Sivaranjiniyum Innum Sila Pengalum () is a 2021 Indian Tamil-language anthology film directed by Vasanth S Sai.

The film notably has no score, instead featuring sounds designed by Anand Krishnamoorthi. The production of the film started in early 2015, had the premiere in 2018 at several film festivals and finally released through OTT platform SonyLIV, skipping theatrical release.

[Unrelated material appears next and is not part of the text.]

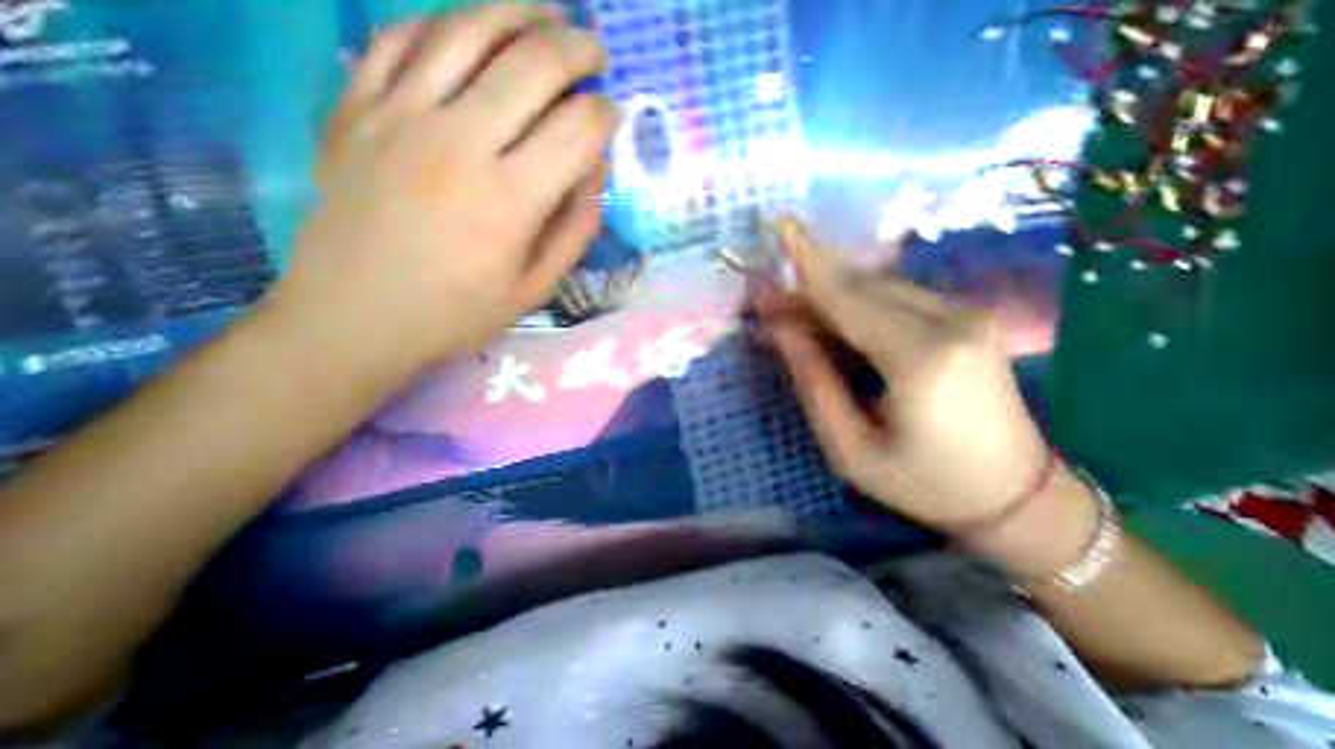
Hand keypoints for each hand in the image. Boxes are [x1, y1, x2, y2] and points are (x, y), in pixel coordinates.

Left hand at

This film won three National Film Awards: Best Feature Film in Tamil, Best Supporting Actress and Best Editing.

Summary
The film contains three female-centric short stories written by the writers Ashoka Mithran (Vimosanam), Adhavan (Ottam) and Jeyamohan (Devakich chiththiyin diary). starring Lakshmi Priyaa Chandramouli, Parvathy Thiruvothu, and Kalieswari Sreenivasan in the lead roles.

Cast
 
 Lakshmi Priyaa Chandramouli as Sivaranjini 
 Parvathy Thiruvothu as Devaki
 Kalieswari Srinivasan as Saraswati
 Karunakaran as Chandran
 Sunder Ramu as Mani
 Karthick Krishna as Hari
 G. Marimuthu
 Senthi Kumari
 Hamaresh
  Nethra
 Rama
 Eswari
 Raja Rani Pandian
 Lizzie Antony
 Vazhakku Enn Muthuraman
 Raichal Rabecca
 Rajmohan
 Cheenu Mohan
 Sairam Vishwa
 Vaali Mohan Das 
 Vijaya Paatti

Production
Production work for the film began during January 2015, with Vasanth beginning a schedule for a new film starring Parvathy Thiruvothu were approached to be a part of the cast, as was actor Karunakaran Vasanth noted that the film would be women-centric and would be made as a tribute to his late mentor, K. Balachander, who often depicted strong woman characters in his films. The film was revealed to have three female-centric short stories written by writers Jeyamohan, Adhavan and Ashokamitran.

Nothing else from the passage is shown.